Whether you operate your business from a vehicle or premises
make sure you are meeting the regulations to prevent unnecessary costs. If you
receive a penalty notice it is not an allowable business expense.

July 14. 2017

April 4. 2017
Plan ahead! Look forward and see where you are heading! Plan
for paying your taxes on time……
Your income tax and national insurance liabilities are
payable by 31st January each year.
You may also be liable for payments on account towards the
following year on 31st January and 31st July each year.
Be organised and choose one of the following options…….
- Set up a
savings account with your bank
- Set up a
payment plan with HMRC – 0300 200 3835
FBTC would advise you save between 15-20% of your gross
income.
Always contact HMRC should you
need to discuss your tax bill and please don't stick your head in the sand.
Interest and penalties are charged on liabilities paid late.
If you’d like further advise on
this or any accountancy matter, please contact FBTC
on 0344 984 2515.
Don't forget to check out
our Facebook and Twitter
pages!
January 24. 2017
Let’s talk about how and
why HMRC Investigations happen, this week’s tip explains the best way to deal
with an enquiry and keeping the taxman happy.
Once the Revenue has taken up
an enquiry, it is in the taxpayer’s interest to settle the enquiry as speedily
as possible by cooperating with HMRC and providing them with any information
they request as they do have statutory powers that they can put in place if
they don’t get the information that they require within specified periods of
time.
The length of an investigation
can vary from months to sometimes years depending on what HMRC find and how
they decide to progress.

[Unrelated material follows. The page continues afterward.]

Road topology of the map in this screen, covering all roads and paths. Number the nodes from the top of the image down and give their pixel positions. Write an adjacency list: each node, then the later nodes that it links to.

During an
enquiry, the Revenue may well look at your personal expenditure as well as your
business records. It is important that
you can also account for entries on your personal bank, building society and
credit card statements as well as your business statements. The Revenue will often deem receipts that you
cannot account for as undisclosed business income.
Clearly, the best way to
avoid having an enquiry into your tax return, is to ensure that when your tax
return is submitted it includes accurate and complete accounts information and
that it also gives full details of all your non-business income such as any
bank or building society interest, income from property, Capital Gains
etc. This may be stating the obvious but
it can only be achieved by keeping full and accurate records:
-You should always record all
sales and business receipts as you get them and retain the records;
-You should keep back-up
records, for example, invoices, bank statements and paying-in slips to show
where the income came from;
-You should record all
purchases and other expenses as they arise and ensure, unless the amounts are
very small, that you have, and retain, invoices for them.
It is important that each
entry is recorded as and when it happens.

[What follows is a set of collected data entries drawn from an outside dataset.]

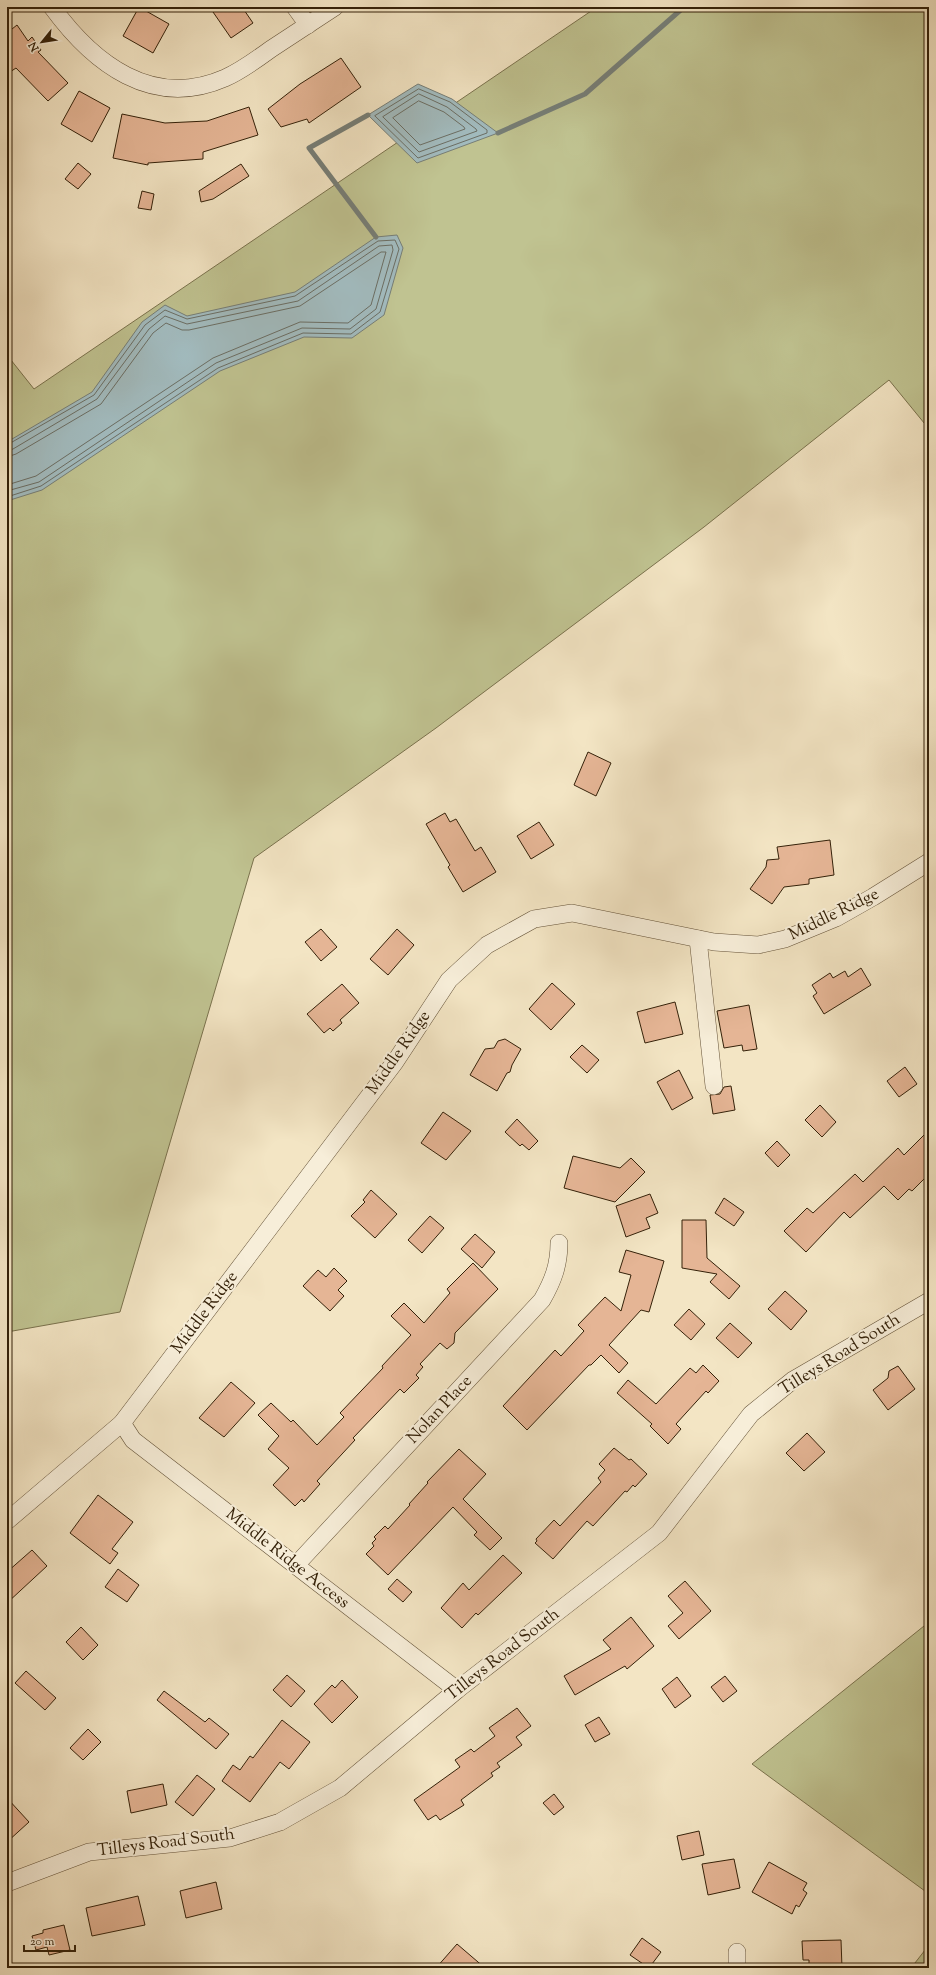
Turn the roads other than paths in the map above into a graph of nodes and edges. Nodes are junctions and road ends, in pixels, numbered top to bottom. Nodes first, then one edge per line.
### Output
1 (52, 7) edge
2 (295, 7) edge
3 (335, 7) edge
4 (308, 25) junction
5 (929, 862) edge
6 (698, 939) junction
7 (714, 1086) dead end
8 (560, 1243) dead end
9 (929, 1300) edge
10 (122, 1423) junction
11 (7, 1521) edge
12 (296, 1565) junction
13 (457, 1690) junction
14 (7, 1883) edge

1 - 4 street
2 - 4 street
3 - 4 street
5 - 6 street, Middle Ridge
6 - 7 street
6 - 10 street, Middle Ridge
8 - 12 street, Nolan Place
9 - 13 street, Tilleys Road South
10 - 11 street, Middle Ridge
10 - 12 street, Middle Ridge Access
12 - 13 street, Middle Ridge Access
13 - 14 street, Tilleys Road South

By doing this, it reduces the chance of you omitting or entering an
incorrect amount if you have to record it on your records some weeks or months after
the event.
You will see from this how
important it is for you to keep accurate records in both your personal and
business dealings. By doing this, the
chances of you getting a letter from the Revenue will be considerably reduced. However, if you are unlucky enough to still
be selected for an enquiry, your hand is much stronger when you can produce
accurate, well-kept and timely records.
The FBTC online cashbook is a
great way to record your business income and expenditure. Have a read of the FBTC Online Cashbook
"Simplicity at its best!"
If you have any questions
about Revenue investigation or the online cashbook, please get in touch;
Call 0344 984 4445 Email info@fbtc.co.uk
January 16. 2017
The first line of the letter that tends to send a
shiver down the spine of most self-employed individuals if they are unlucky enough
to receive a letter from HM Revenue & Customs.

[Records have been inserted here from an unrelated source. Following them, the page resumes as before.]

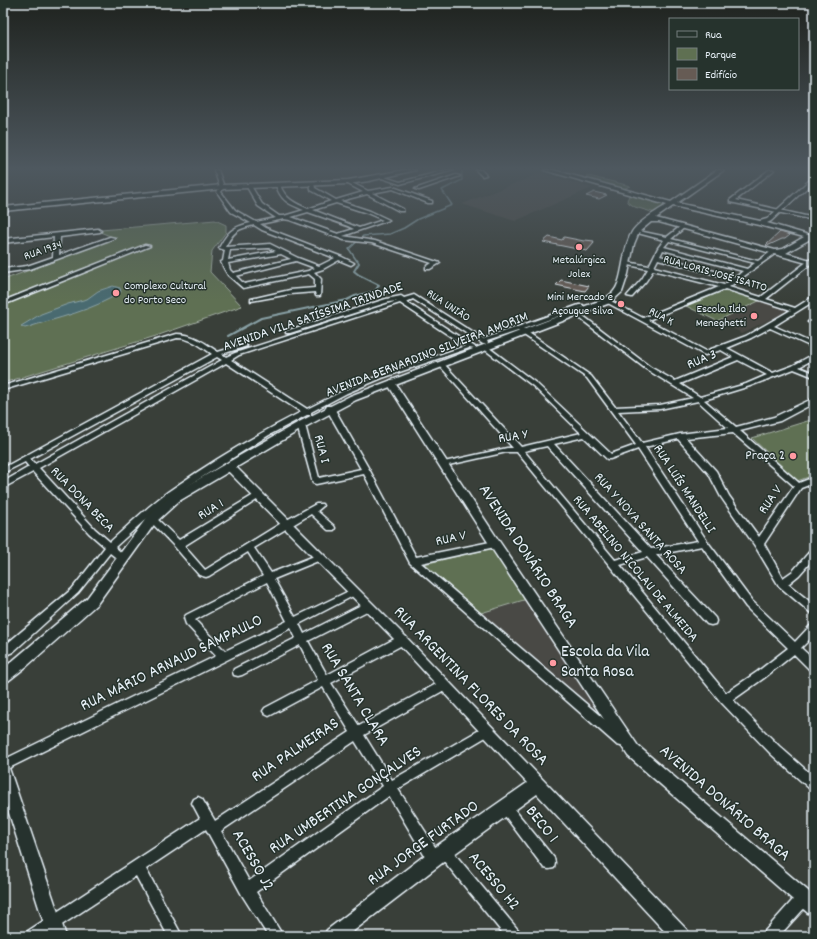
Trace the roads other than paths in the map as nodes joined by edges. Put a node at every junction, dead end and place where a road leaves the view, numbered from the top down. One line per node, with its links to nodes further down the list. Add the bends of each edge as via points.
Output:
1 (238, 214): 14 (street)
2 (273, 214): 10 (street)
3 (298, 214): 10 (street)
4 (322, 214): 16 (street)
5 (371, 214): 16 (street, via 387,220)
6 (660, 214): 11 (main road, AVENIDA BERNARDINO SILVEIRA AMORIM)
7 (719, 214): 13 (main road)
8 (775, 214): 13 (main road)
9 (791, 214): 12 (street)
10 (284, 218): 14 (street); 20 (street)
11 (654, 219): 15 (main road); 18 (main road, AVENIDA BERNARDINO SILVEIRA AMORIM)
12 (814, 219)
13 (763, 223): 21 (main road)
14 (256, 224): 27 (street, via 236,226 221,247); 33 (street)
15 (682, 227): 23 (street); 30 (main road)
16 (358, 229): 20 (street)
17 (98, 231): 19 (street)
18 (636, 231): 23 (street); 39 (main road, AVENIDA BERNARDINO SILVEIRA AMORIM, via 630,244)
19 (57, 236): 24 (street); 32 (street)
20 (338, 236): 42 (street, via 373,242 438,262)
21 (813, 237): 28 (main road)
22 (112, 238): 32 (street, RUA 1934)
23 (666, 239): 26 (street); 37 (street)
24 (3, 241)
25 (147, 246): 56 (street)
26 (660, 248): 31 (street); 44 (street)
27 (225, 249): 29 (street, via 270,246); 35 (street)
28 (785, 250): 30 (main road); 38 (main road)
29 (281, 252): 34 (street); 35 (street)
30 (774, 252): 37 (street); 38 (main road)
31 (656, 257): 40 (street); 47 (street)
32 (56, 258): 43 (street, RUA 1934, via 28,268)
33 (340, 258): 36 (street); 41 (street)
34 (296, 259): 41 (street); 46 (street)
35 (224, 262): 46 (street, via 225,268)
36 (351, 263)
37 (760, 263): 44 (street)
38 (812, 263): 52 (street)
39 (627, 264): 40 (street, RUA LORIS JOSÉ ISATTO); 55 (main road, AVENIDA BERNARDINO SILVEIRA AMORIM, via 618,292)
40 (651, 267): 48 (street, RUA LORIS JOSÉ ISATTO); 49 (street)
41 (321, 268): 45 (street)
42 (428, 268)
43 (3, 271)
44 (749, 271): 47 (street)
45 (310, 272): 46 (street, via 243,286); 53 (street, via 318,280 318,292 290,292)
46 (233, 275)
47 (737, 279): 48 (street)
48 (725, 287): 52 (street, RUA LORIS JOSÉ ISATTO); 59 (street)
49 (630, 296)
50 (414, 297): 54 (street, AVENIDA VILA SATÍSSIMA TRINDADE); 63 (street, RUA UNIÃO)
51 (814, 298): 58 (street)
52 (762, 299): 58 (street, RUA LORIS JOSÉ ISATTO)
53 (253, 300)
54 (399, 300): 62 (street, RUA UNIÃO); 66 (street, AVENIDA VILA SATÍSSIMA TRINDADE, via 388,300); 69 (street, AVENIDA VILA SATÍSSIMA TRINDADE, via 248,349)
55 (607, 301): 57 (main road, AVENIDA BERNARDINO SILVEIRA AMORIM); 59 (street, RUA K)
56 (3, 303)
57 (579, 310): 61 (main road, AVENIDA BERNARDINO SILVEIRA AMORIM); 76 (street, via 648,368)
58 (796, 310): 60 (street)
59 (643, 320): 65 (street, RUA K, via 705,353)
60 (770, 326): 64 (street); 65 (street)
61 (522, 330): 63 (main road, AVENIDA BERNARDINO SILVEIRA AMORIM); 83 (street, RUA LUÍS MANDELLI, via 589,377)
62 (468, 345): 63 (street); 63 (street, RUA UNIÃO); 74 (street)
63 (483, 345): 70 (main road, AVENIDA BERNARDINO SILVEIRA AMORIM); 88 (street, via 535,385)
64 (814, 346)
65 (721, 348): 68 (street)
66 (217, 354): 69 (street); 77 (street, via 190,337 177,336); 93 (street, AVENIDA VILA SATÍSSIMA TRINDADE)
67 (814, 356): 71 (street)
68 (739, 357): 73 (street); 76 (street, RUA 3)
69 (226, 360): 84 (street); 96 (street, AVENIDA VILA SATÍSSIMA TRINDADE)
70 (442, 365): 75 (main road, AVENIDA BERNARDINO SILVEIRA AMORIM); 92 (street, RUA ABELINO NICOLAU DE ALMEIDA)
71 (794, 367): 72 (street); 73 (street)
72 (814, 375)
73 (773, 376): 78 (street, via 748,386)
74 (380, 377): 75 (street); 84 (street)
75 (391, 383): 81 (main road, AVENIDA BERNARDINO SILVEIRA AMORIM); 94 (street, AVENIDA DONÁRIO BRAGA)
76 (674, 384): 78 (street)
77 (3, 388)
78 (698, 399): 83 (street, via 660,407); 87 (street)
79 (814, 400): 80 (street)
80 (806, 404): 82 (street); 87 (street, via 777,419)
81 (330, 408): 85 (main road, AVENIDA BERNARDINO SILVEIRA AMORIM); 98 (street)
82 (814, 408)
83 (612, 409): 91 (street, RUA LUÍS MANDELLI)
84 (305, 412): 85 (street); 110 (street, via 266,433 177,489)
85 (314, 417): 86 (main road, AVENIDA BERNARDINO SILVEIRA AMORIM)
86 (301, 425): 95 (main road, AVENIDA BERNARDINO SILVEIRA AMORIM); 98 (street, RUA I, via 316,481)
87 (735, 430): 89 (street); 101 (street)
88 (586, 434): 90 (street, RUA Y); 91 (street, via 610,456)
89 (680, 436): 91 (street); 108 (street, via 713,473 725,497)
90 (549, 443): 92 (street, RUA Y); 113 (street, RUA Y NOVA SANTA ROSA)
91 (640, 446): 106 (street, RUA LUÍS MANDELLI)
92 (519, 450): 94 (street, RUA Y, via 507,450); 117 (street, RUA ABELINO NICOLAU DE ALMEIDA)
93 (25, 458): 96 (street, RUA DONA BECA); 97 (street, AVENIDA VILA SATÍSSIMA TRINDADE)
94 (444, 464): 107 (street, AVENIDA DONÁRIO BRAGA)
95 (229, 466): 102 (street, RUA ARGENTINA FLORES DA ROSA); 103 (main road, AVENIDA BERNARDINO SILVEIRA AMORIM, via 175,498)
96 (33, 468): 100 (street, AVENIDA VILA SATÍSSIMA TRINDADE); 110 (street, RUA DONA BECA)
97 (3, 471)
98 (366, 471): 116 (street)
99 (814, 480): 101 (street, RUA V)
100 (3, 485)
101 (798, 486): 108 (street, RUA V)
102 (257, 496): 104 (street, RUA ARGENTINA FLORES DA ROSA); 109 (street, RUA 1)
103 (152, 519): 109 (street); 115 (main road, AVENIDA BERNARDINO SILVEIRA AMORIM)
104 (286, 524): 105 (street, via 315,508); 111 (street); 114 (street, RUA ARGENTINA FLORES DA ROSA)
105 (331, 528)
106 (704, 543): 113 (street); 128 (street, RUA LUÍS MANDELLI, via 749,604)
107 (495, 544): 116 (street, RUA V); 140 (street, AVENIDA DONÁRIO BRAGA)
108 (759, 544): 119 (street)
109 (178, 545): 111 (street, via 202,573 206,574)
110 (110, 547): 115 (street, RUA DONA BECA); 129 (street, via 75,591)
111 (249, 547): 118 (street, RUA SANTA CLARA)
112 (814, 552): 119 (street, via 796,573)
113 (649, 553): 117 (street); 123 (street, RUA Y NOVA SANTA ROSA)
114 (320, 557): 118 (street); 120 (street, RUA ARGENTINA FLORES DA ROSA)
115 (122, 558): 133 (main road, AVENIDA BERNARDINO SILVEIRA AMORIM, via 92,601 22,662)
116 (412, 561): 140 (street)
117 (613, 564): 136 (street, RUA ABELINO NICOLAU DE ALMEIDA)
118 (269, 577): 124 (street, RUA SANTA CLARA); 130 (street, via 189,618)
119 (782, 584): 122 (street)
120 (354, 592): 121 (street, RUA ARGENTINA FLORES DA ROSA); 124 (street, RUA MÁRIO ARNAUD SAMPAULO)
121 (368, 606): 126 (street); 127 (street, RUA ARGENTINA FLORES DA ROSA)
122 (814, 610)
123 (711, 621)
124 (292, 623): 126 (street, RUA SANTA CLARA); 130 (street, RUA MÁRIO ARNAUD SAMPAULO)
125 (814, 630): 128 (street)
126 (302, 640): 132 (street); 134 (street, RUA SANTA CLARA)
127 (402, 640): 134 (street); 135 (street, RUA ARGENTINA FLORES DA ROSA)
128 (796, 649): 131 (street, RUA LUÍS MANDELLI); 136 (street)
129 (3, 652)
130 (224, 657): 141 (street, RUA MÁRIO ARNAUD SAMPAULO)
131 (814, 667)
132 (238, 672)
133 (4, 674)
134 (325, 682): 137 (street); 139 (street, RUA SANTA CLARA)
135 (444, 685): 138 (street, RUA ARGENTINA FLORES DA ROSA); 139 (street, RUA PALMEIRAS)
136 (725, 699): 144 (street, RUA ABELINO NICOLAU DE ALMEIDA)
137 (269, 711)
138 (487, 731): 143 (street, RUA ARGENTINA FLORES DA ROSA); 145 (street, RUA UMBERTINA GONÇALVES)
139 (357, 733): 145 (street, RUA SANTA CLARA); 148 (street, RUA PALMEIRAS)
140 (633, 751): 153 (street, AVENIDA DONÁRIO BRAGA)
141 (3, 766)
142 (3, 771): 154 (street)
143 (538, 784): 147 (street, RUA JORGE FURTADO); 160 (street, RUA ARGENTINA FLORES DA ROSA)
144 (814, 785)
145 (391, 787): 149 (street, RUA SANTA CLARA); 152 (street, RUA UMBERTINA GONÇALVES)
146 (198, 803): 148 (street, ACESSO J2)
147 (506, 808): 149 (street, RUA JORGE FURTADO); 150 (street, BECO 1)
148 (210, 824): 151 (street, RUA PALMEIRAS); 152 (street, ACESSO J2)
149 (439, 854): 158 (street, RUA JORGE FURTADO); 159 (street, ACESSO H2)
150 (549, 863)
151 (138, 867): 154 (street, RUA PALMEIRAS); 156 (street)
152 (247, 890): 157 (street, ACESSO J2)
153 (809, 902): 161 (street)
154 (55, 930): 155 (street, RUA PALMEIRAS)
155 (33, 936)
156 (175, 936)
157 (276, 936)
158 (333, 936)
159 (514, 936)
160 (681, 936)
161 (770, 936)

You may have submitted your Tax Return and thought ‘great,
it has been accepted’. But confirmation of receipt doesn’t mean to say that
HMRC have finished with it.
Under Self-Assessment, the Revenue’s method of dealing with
Tax Returns is to “Process Now / Check Later.” The Revenue then has a
period of time to review the entries on the Return. If some of the
entries on the Return differ from information which they already hold or if
these entries fall outside the normally accepted patterns for that particular
business sector, then there is a possibility that the Return could be selected
for an enquiry.
There is a time limit within which the Revenue can take up
an enquiry. This is currently within 12 months of the normal filing date
for the Return i.e. a 2015/16 Tax Return must be filed with the Revenue by 31st
January 2017, therefore the window for opening an enquiry is up to 31st January
2018.
However, it has been known for HMRC to open an enquiry
outside of that time frame which is called a ‘Discovery’ enquiry. Why can
they do this you ask? Because they can! Such an enquiry can take
place where based on the information (or lack of) shown on the tax return HMRC
could not have known that the tax return was incorrect and issued an enquiry
within the normal time limits.
In addition to the ‘normal’ lines of enquiry, HMRC are now
carrying out random ‘Business Record’ checks in which
they look into your record keeping. If they have reason to believe that
it is not up to scratch, they will arrange to make a visit.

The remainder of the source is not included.